Rustam Khanmurzin joins Ekaterina Kornishina for a special CD project under the Melodia Lable

All sorts of arrangements and versions of classical pieces hardly come as a surprise these days. Pictures at an Exhibition for a string/wind/ jazz ensemble, Vivaldi’s Four Seasons in the manner of tango, Bach’s and Shostakovich’s fugues played on the bayan… The greatest hits of classical music may appear in a number of different timbre guises. Rachmaninoff’s Vocalise that seems to have been performed in all thinkable ways is not an exception.
And still, Rachmaninoff’s romances performed by a flutist… You must admit that it’s something that is hard to imagine even if you have a bold musical imagination.

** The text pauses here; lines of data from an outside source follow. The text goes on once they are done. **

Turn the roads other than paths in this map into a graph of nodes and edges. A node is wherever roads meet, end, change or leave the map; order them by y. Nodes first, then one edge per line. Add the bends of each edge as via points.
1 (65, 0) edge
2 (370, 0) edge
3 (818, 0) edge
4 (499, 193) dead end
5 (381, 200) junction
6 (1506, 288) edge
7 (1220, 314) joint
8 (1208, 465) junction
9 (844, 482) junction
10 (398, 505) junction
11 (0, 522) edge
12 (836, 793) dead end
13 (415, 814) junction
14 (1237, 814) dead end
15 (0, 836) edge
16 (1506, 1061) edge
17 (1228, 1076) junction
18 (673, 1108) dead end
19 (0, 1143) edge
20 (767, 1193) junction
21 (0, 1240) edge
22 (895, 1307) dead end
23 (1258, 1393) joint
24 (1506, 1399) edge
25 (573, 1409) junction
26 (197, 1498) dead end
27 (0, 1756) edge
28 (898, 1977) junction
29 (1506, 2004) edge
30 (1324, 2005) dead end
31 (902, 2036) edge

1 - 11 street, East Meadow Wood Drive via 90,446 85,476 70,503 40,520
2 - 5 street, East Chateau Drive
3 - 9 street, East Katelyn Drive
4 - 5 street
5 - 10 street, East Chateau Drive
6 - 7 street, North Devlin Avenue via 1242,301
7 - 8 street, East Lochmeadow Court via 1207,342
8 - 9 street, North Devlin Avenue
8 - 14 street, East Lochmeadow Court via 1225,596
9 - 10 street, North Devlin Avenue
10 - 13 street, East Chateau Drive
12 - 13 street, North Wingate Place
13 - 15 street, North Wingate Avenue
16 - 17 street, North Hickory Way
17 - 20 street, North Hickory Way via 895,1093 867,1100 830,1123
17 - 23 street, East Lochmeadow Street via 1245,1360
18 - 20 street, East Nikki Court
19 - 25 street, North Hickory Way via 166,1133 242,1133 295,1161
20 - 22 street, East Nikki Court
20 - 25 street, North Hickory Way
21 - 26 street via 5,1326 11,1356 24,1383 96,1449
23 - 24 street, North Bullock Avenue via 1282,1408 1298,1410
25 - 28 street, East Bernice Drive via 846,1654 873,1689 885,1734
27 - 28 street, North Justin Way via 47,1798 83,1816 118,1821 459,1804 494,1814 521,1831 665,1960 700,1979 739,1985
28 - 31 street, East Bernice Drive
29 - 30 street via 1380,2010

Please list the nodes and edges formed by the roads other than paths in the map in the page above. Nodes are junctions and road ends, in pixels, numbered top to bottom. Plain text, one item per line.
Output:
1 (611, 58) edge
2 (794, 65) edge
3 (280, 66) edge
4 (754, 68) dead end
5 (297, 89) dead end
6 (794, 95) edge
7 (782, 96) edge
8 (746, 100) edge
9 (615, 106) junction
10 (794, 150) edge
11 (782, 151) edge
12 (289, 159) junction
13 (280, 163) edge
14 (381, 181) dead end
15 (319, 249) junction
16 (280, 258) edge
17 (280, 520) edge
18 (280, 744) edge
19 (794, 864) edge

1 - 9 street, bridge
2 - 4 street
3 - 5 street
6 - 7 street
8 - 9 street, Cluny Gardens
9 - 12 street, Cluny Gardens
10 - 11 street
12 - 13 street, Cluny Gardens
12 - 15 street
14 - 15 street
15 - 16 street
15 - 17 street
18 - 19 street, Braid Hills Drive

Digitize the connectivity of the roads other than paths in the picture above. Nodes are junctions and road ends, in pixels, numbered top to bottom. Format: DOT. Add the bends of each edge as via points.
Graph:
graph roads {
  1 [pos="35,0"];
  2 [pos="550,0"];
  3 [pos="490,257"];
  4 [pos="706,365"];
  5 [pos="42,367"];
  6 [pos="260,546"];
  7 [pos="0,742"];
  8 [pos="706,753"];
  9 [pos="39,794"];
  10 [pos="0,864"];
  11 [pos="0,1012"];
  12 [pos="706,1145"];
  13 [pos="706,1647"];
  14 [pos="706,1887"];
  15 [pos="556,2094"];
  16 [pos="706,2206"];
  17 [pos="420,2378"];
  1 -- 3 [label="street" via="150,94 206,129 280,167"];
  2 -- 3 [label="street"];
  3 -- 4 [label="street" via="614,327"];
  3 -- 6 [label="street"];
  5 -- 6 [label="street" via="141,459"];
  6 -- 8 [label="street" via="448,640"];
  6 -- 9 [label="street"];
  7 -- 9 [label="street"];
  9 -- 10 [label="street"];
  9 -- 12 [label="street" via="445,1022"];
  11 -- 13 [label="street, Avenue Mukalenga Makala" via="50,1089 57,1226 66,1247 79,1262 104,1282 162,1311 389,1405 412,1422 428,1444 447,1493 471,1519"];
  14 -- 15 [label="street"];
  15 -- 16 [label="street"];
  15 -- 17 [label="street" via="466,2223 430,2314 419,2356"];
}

The initiator and performer of this project is Ekaterina Kornishina, a young Russian flutist who has already made a name for herself on the European scale. As she admits, many musicians tried to dissuade her from such a risky move. She performed her first Rachmaninoff’s romance – Daisies – on the flute in 2005 when she studied at the Central Music School of the Moscow Conservatory with the outstanding teacher Yuri Dolzhikov. Unlike the others, he was the one who was warm to his student’s idea.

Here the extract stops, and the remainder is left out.